Darren Trott. Picture issued by Northumbria Police
Darren Trott. Picture issued by Northumbria Police

A victim of Sunderland sex attacker Darren Trott – who preyed on vulnerable young girls – has spoken of how she struggles to trust people after her ordeal.

The teenager spoke to the Echo of her desire to help other victims, after Trott was jailed for four years and eight months by a judge at Newcastle Crown court, after admitting three counts of sexual assault.

I want to be a counsellor and help others in my situation – those who have been through sexual exploitation and domestic violence

Victim of Darren Trott

Trott targeted teens who were homeless or in the care system and plied them with legal highs.

The 33-year-old sexually assaulted the girls, who were described in court as “particularly vulnerable”, at his compound near St Peter’s Metro station, which he ran like a “drop-in centre”.

One of his victims said she first met him through mutual acquaintances.

She told the Echo: “I got to know him through people I knew in the past.

“I was on the same drugs he was – it was legal highs,

“He said he had a yard over at St Peter’s and a caravan and I could come over and we would take legal highs together.”

The victim said she trusted Trott and stayed with him in the caravan for a number of weeks.

“He seemed trustworthy and helpful,” she said. “It was me, him and lots of other males there.

“He said he loved me and wanted to be with me.

“He tried to touch me and stuff, but I pushed him away. I told him I didn’t want to.

“He would buy me legal highs every day. The other males there were on legal highs too and they would make inappropriate comments.”

The woman said she would black out from the drugs and she twice woke up to Trott sexually assaulting her.

After the second time, she left the caravan, and she has now moved away the North East altogether.

She is taking sleeping tablets and anti-depressants to help her cope, but she has bravely enrolled in college in a bid to become a counsellor to help other victims.

She said: “I’m struggling to move on with my life – I’m struggling to trust anyone.

“I don’t believe anything that anyone says to me anymore.

“I want to be a counsellor and help others in my situation – those who have been through sexual exploitation and domestic violence.

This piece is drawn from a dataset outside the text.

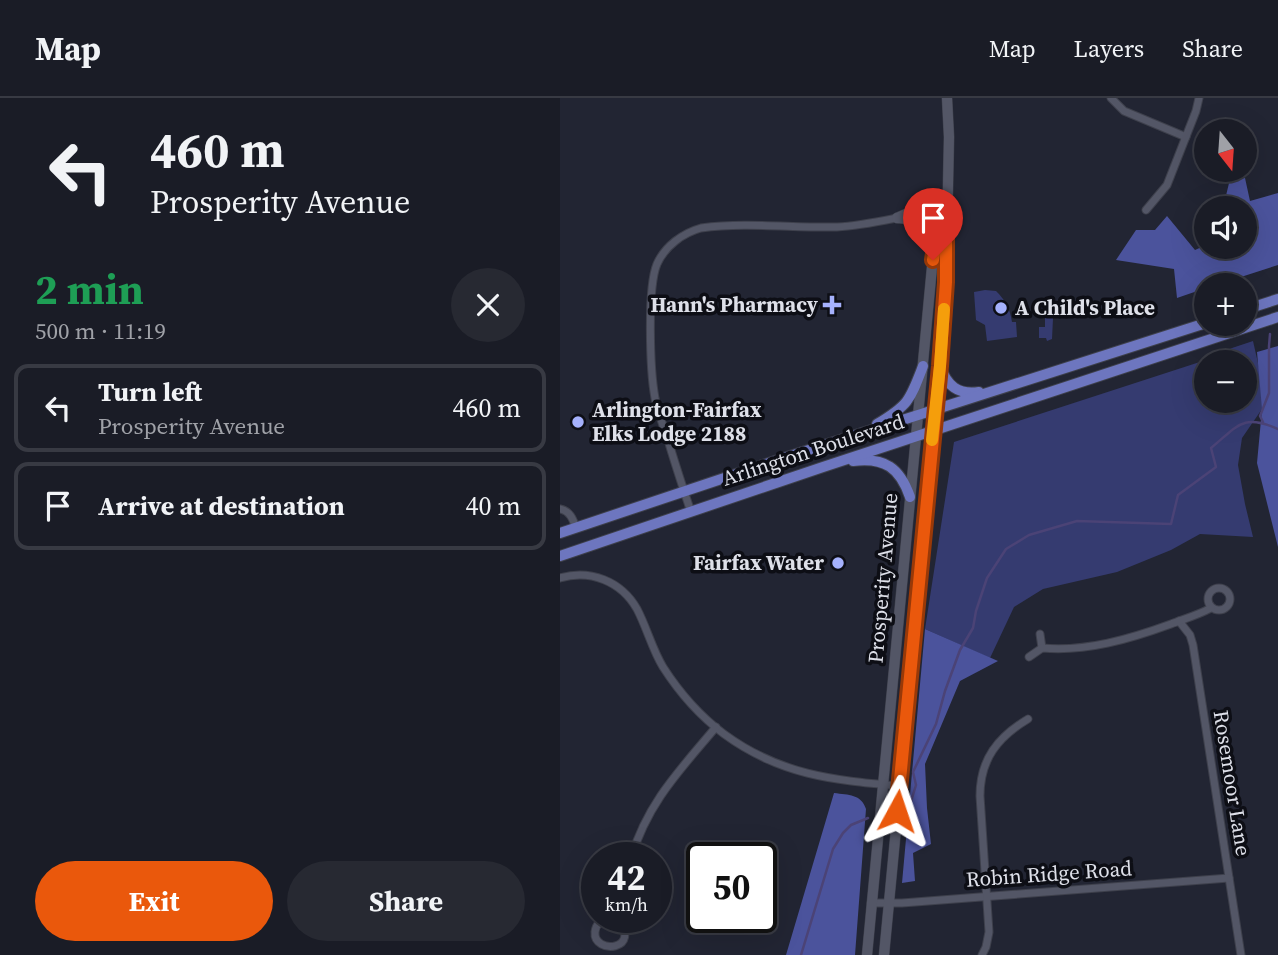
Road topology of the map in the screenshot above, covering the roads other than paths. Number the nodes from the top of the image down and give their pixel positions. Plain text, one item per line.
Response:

“I think it is really important and would make a massive difference to vulnerable young girls.

“I don’t want anybody to go through what I’ve been through.”

Judge Amanda Rippon told Trott: “Drugs were used to facilitate the assaults

“At the time those drugs were legal highs.

“Drug consumption rendered each girl insensible so you could take advantage of them and commit the assaults you did.”